═══ Records supplied
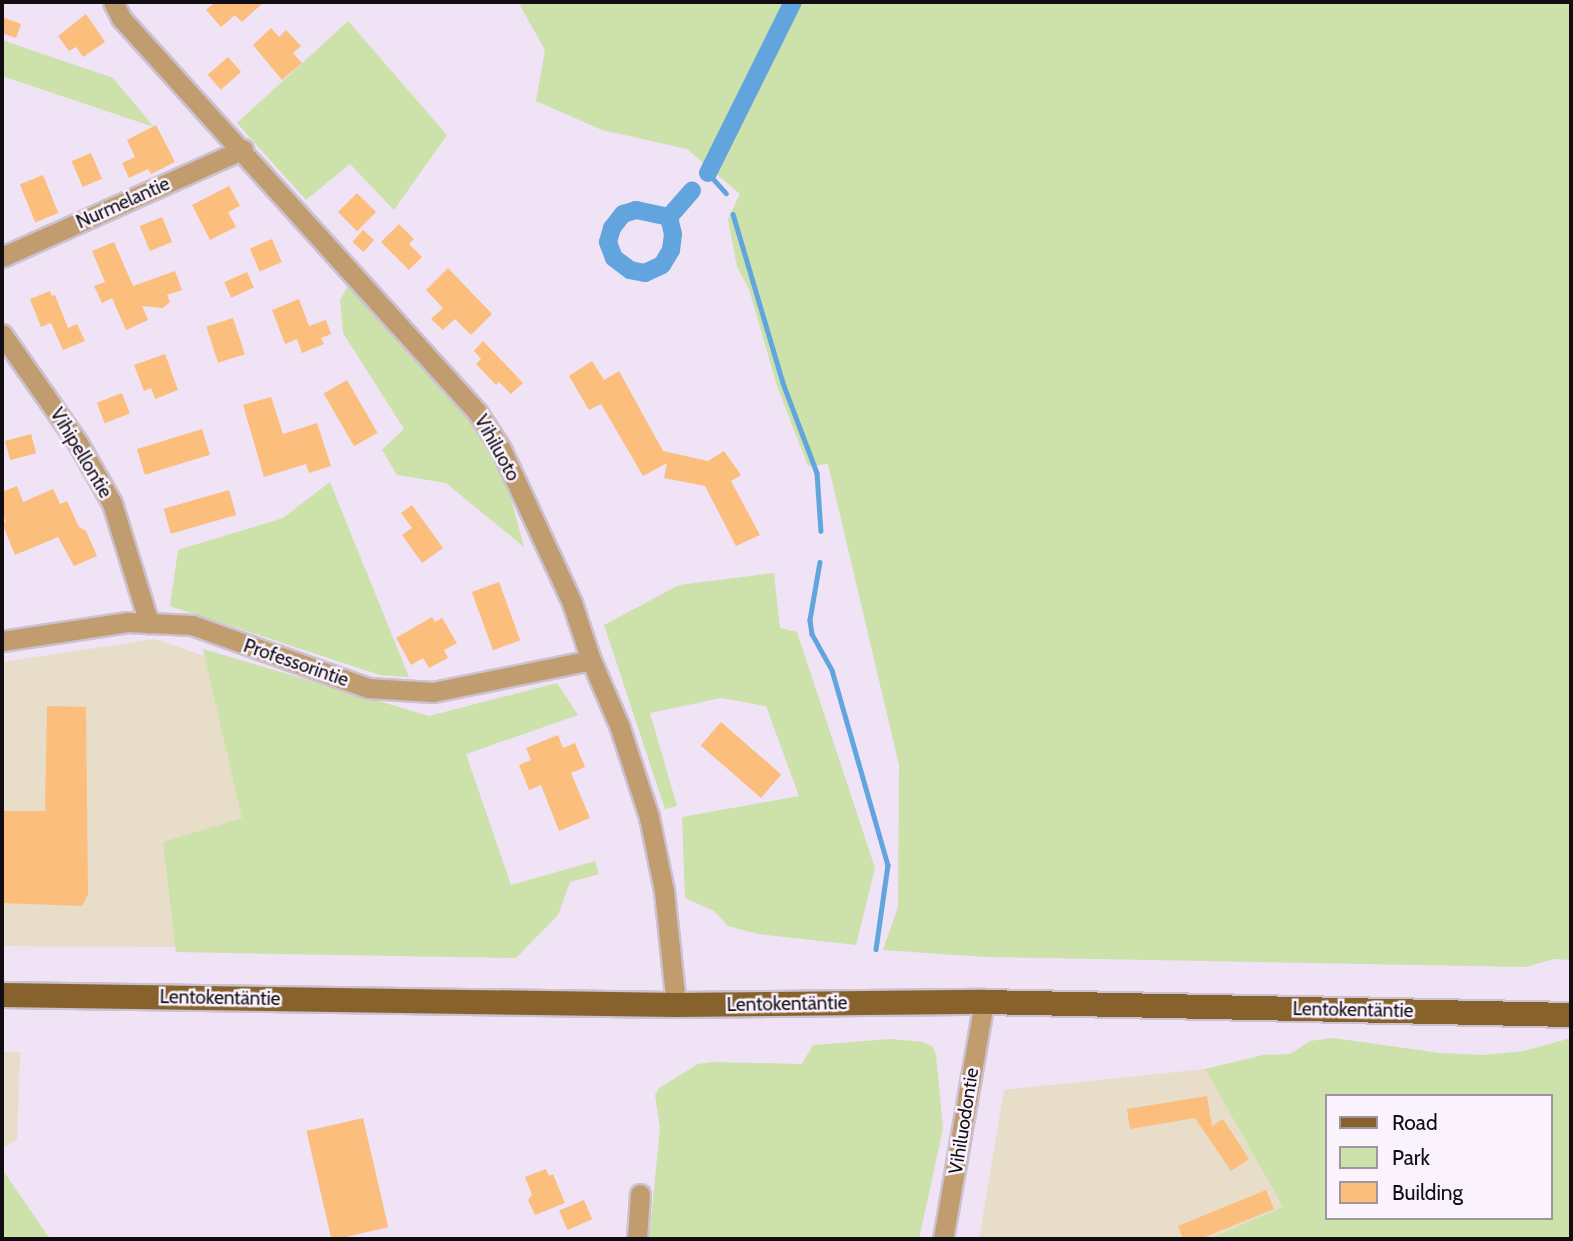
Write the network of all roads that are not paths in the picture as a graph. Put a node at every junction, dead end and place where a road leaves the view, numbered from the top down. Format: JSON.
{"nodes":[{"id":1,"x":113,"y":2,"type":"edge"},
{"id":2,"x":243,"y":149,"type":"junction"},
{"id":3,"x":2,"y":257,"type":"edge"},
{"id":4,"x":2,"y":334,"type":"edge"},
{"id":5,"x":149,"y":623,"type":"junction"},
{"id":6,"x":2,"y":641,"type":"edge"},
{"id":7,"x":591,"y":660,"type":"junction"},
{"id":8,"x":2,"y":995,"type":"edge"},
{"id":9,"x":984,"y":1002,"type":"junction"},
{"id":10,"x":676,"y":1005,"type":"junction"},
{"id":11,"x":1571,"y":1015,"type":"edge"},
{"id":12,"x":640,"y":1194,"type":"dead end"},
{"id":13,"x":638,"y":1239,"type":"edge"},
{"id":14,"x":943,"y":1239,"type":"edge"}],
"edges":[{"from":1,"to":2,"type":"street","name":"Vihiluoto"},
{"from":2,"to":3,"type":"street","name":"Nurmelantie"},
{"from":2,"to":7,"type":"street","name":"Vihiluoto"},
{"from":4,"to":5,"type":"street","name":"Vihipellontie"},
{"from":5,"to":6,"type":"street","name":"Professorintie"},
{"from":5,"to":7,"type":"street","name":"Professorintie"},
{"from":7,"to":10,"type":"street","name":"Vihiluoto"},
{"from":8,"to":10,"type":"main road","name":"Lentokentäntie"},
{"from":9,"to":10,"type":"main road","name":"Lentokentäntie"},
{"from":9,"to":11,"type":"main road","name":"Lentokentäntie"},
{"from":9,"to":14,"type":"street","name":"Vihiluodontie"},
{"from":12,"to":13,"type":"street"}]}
══════
_Aim of the task_. Write out the entries again, exactly as given, skipping any images.

_Your response_.
Write the network of all roads that are not paths in the picture as a graph. Put a node at every junction, dead end and place where a road leaves the view, numbered from the top down. Format: JSON.
{"nodes":[{"id":1,"x":113,"y":2,"type":"edge"},
{"id":2,"x":243,"y":149,"type":"junction"},
{"id":3,"x":2,"y":257,"type":"edge"},
{"id":4,"x":2,"y":334,"type":"edge"},
{"id":5,"x":149,"y":623,"type":"junction"},
{"id":6,"x":2,"y":641,"type":"edge"},
{"id":7,"x":591,"y":660,"type":"junction"},
{"id":8,"x":2,"y":995,"type":"edge"},
{"id":9,"x":984,"y":1002,"type":"junction"},
{"id":10,"x":676,"y":1005,"type":"junction"},
{"id":11,"x":1571,"y":1015,"type":"edge"},
{"id":12,"x":640,"y":1194,"type":"dead end"},
{"id":13,"x":638,"y":1239,"type":"edge"},
{"id":14,"x":943,"y":1239,"type":"edge"}],
"edges":[{"from":1,"to":2,"type":"street","name":"Vihiluoto"},
{"from":2,"to":3,"type":"street","name":"Nurmelantie"},
{"from":2,"to":7,"type":"street","name":"Vihiluoto"},
{"from":4,"to":5,"type":"street","name":"Vihipellontie"},
{"from":5,"to":6,"type":"street","name":"Professorintie"},
{"from":5,"to":7,"type":"street","name":"Professorintie"},
{"from":7,"to":10,"type":"street","name":"Vihiluoto"},
{"from":8,"to":10,"type":"main road","name":"Lentokentäntie"},
{"from":9,"to":10,"type":"main road","name":"Lentokentäntie"},
{"from":9,"to":11,"type":"main road","name":"Lentokentäntie"},
{"from":9,"to":14,"type":"street","name":"Vihiluodontie"},
{"from":12,"to":13,"type":"street"}]}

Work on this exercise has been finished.